— WORK ITEM —
Would you return each record that follows word for word, without its pictures?

— Dataset items —

- Opening Delimiter -

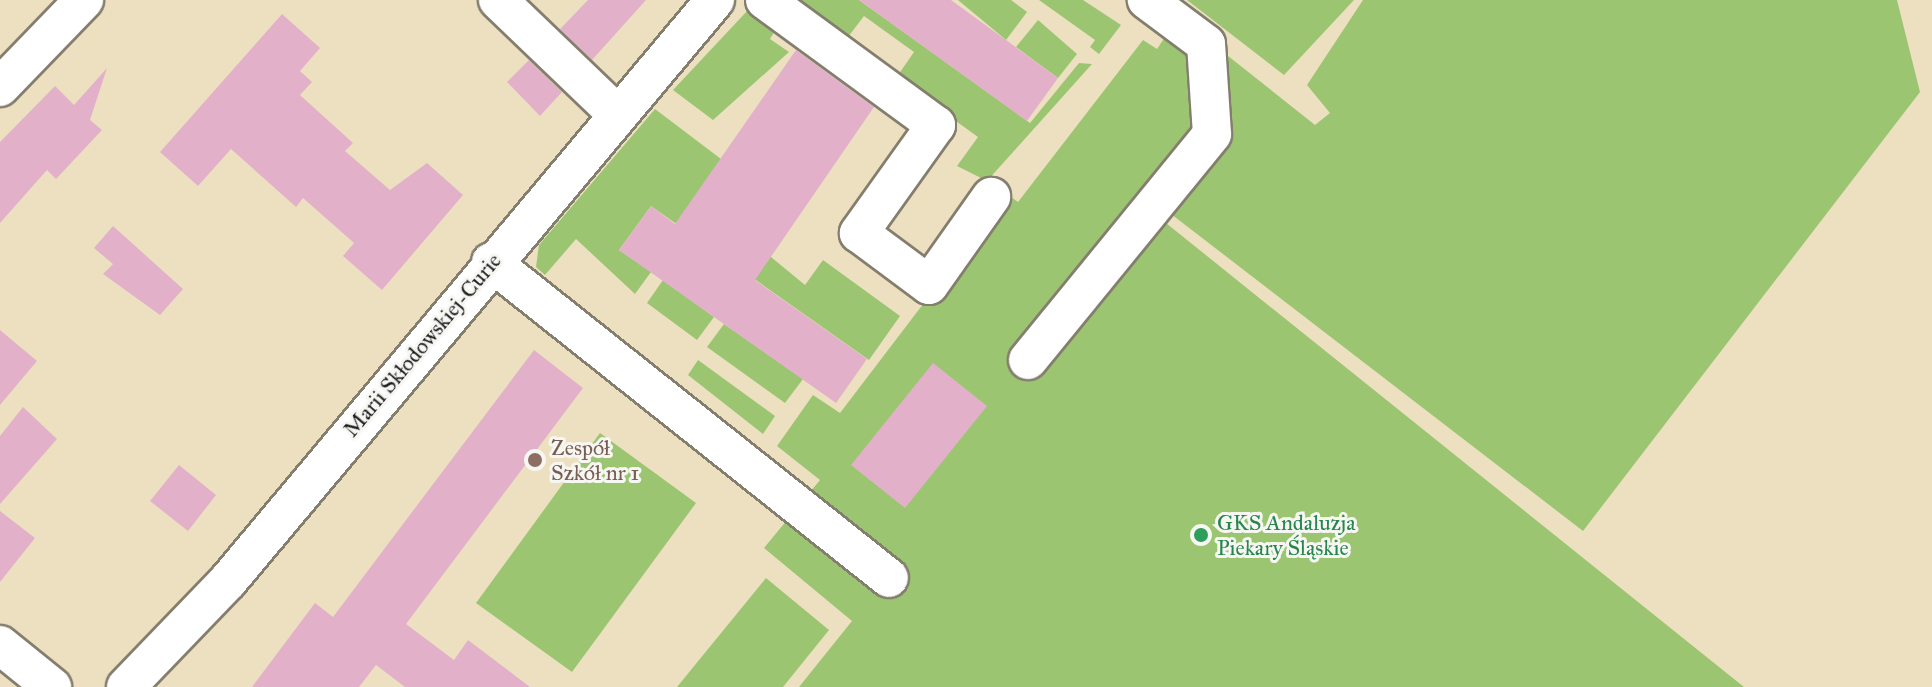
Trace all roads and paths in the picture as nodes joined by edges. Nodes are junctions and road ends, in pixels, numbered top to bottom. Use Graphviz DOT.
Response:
graph roads {
  1 [pos="84,0"];
  2 [pos="498,0"];
  3 [pos="715,0"];
  4 [pos="765,0"];
  5 [pos="1147,0"];
  6 [pos="0,87"];
  7 [pos="617,114"];
  8 [pos="991,197"];
  9 [pos="491,262"];
  10 [pos="1028,360"];
  11 [pos="889,578"];
  12 [pos="0,645"];
  13 [pos="52,687"];
  14 [pos="126,687"];
  1 -- 6 [label="street"];
  2 -- 7 [label="street"];
  3 -- 7 [label="street, Marii Skłodowskiej-Curie"];
  4 -- 8 [label="street"];
  5 -- 10 [label="street"];
  7 -- 9 [label="street, Marii Skłodowskiej-Curie"];
  9 -- 11 [label="street"];
  9 -- 14 [label="street, Marii Skłodowskiej-Curie"];
  12 -- 13 [label="street"];
}
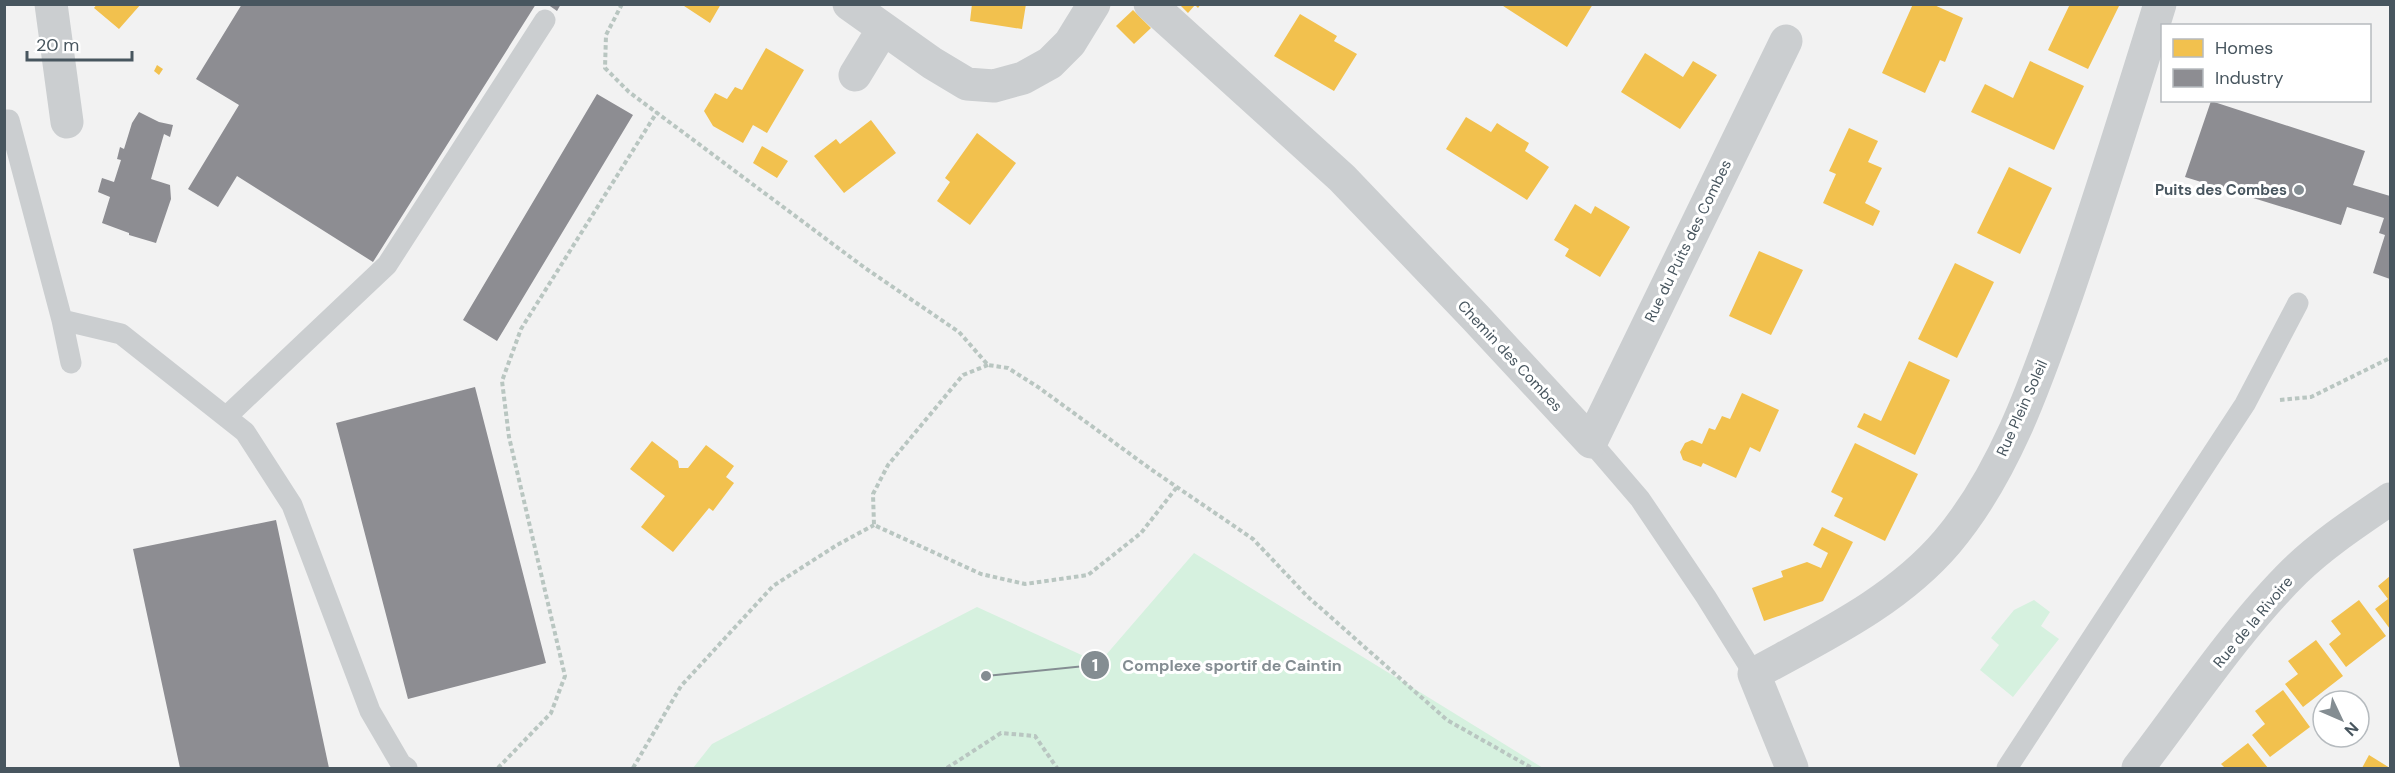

- Closing Delimiter -

— ANSWER SPACE —
Trace all roads and paths in the picture as nodes joined by edges. Nodes are junctions and road ends, in pixels, numbered top to bottom. Use Graphviz DOT.
Response:
graph roads {
  1 [pos="84,0"];
  2 [pos="498,0"];
  3 [pos="715,0"];
  4 [pos="765,0"];
  5 [pos="1147,0"];
  6 [pos="0,87"];
  7 [pos="617,114"];
  8 [pos="991,197"];
  9 [pos="491,262"];
  10 [pos="1028,360"];
  11 [pos="889,578"];
  12 [pos="0,645"];
  13 [pos="52,687"];
  14 [pos="126,687"];
  1 -- 6 [label="street"];
  2 -- 7 [label="street"];
  3 -- 7 [label="street, Marii Skłodowskiej-Curie"];
  4 -- 8 [label="street"];
  5 -- 10 [label="street"];
  7 -- 9 [label="street, Marii Skłodowskiej-Curie"];
  9 -- 11 [label="street"];
  9 -- 14 [label="street, Marii Skłodowskiej-Curie"];
  12 -- 13 [label="street"];
}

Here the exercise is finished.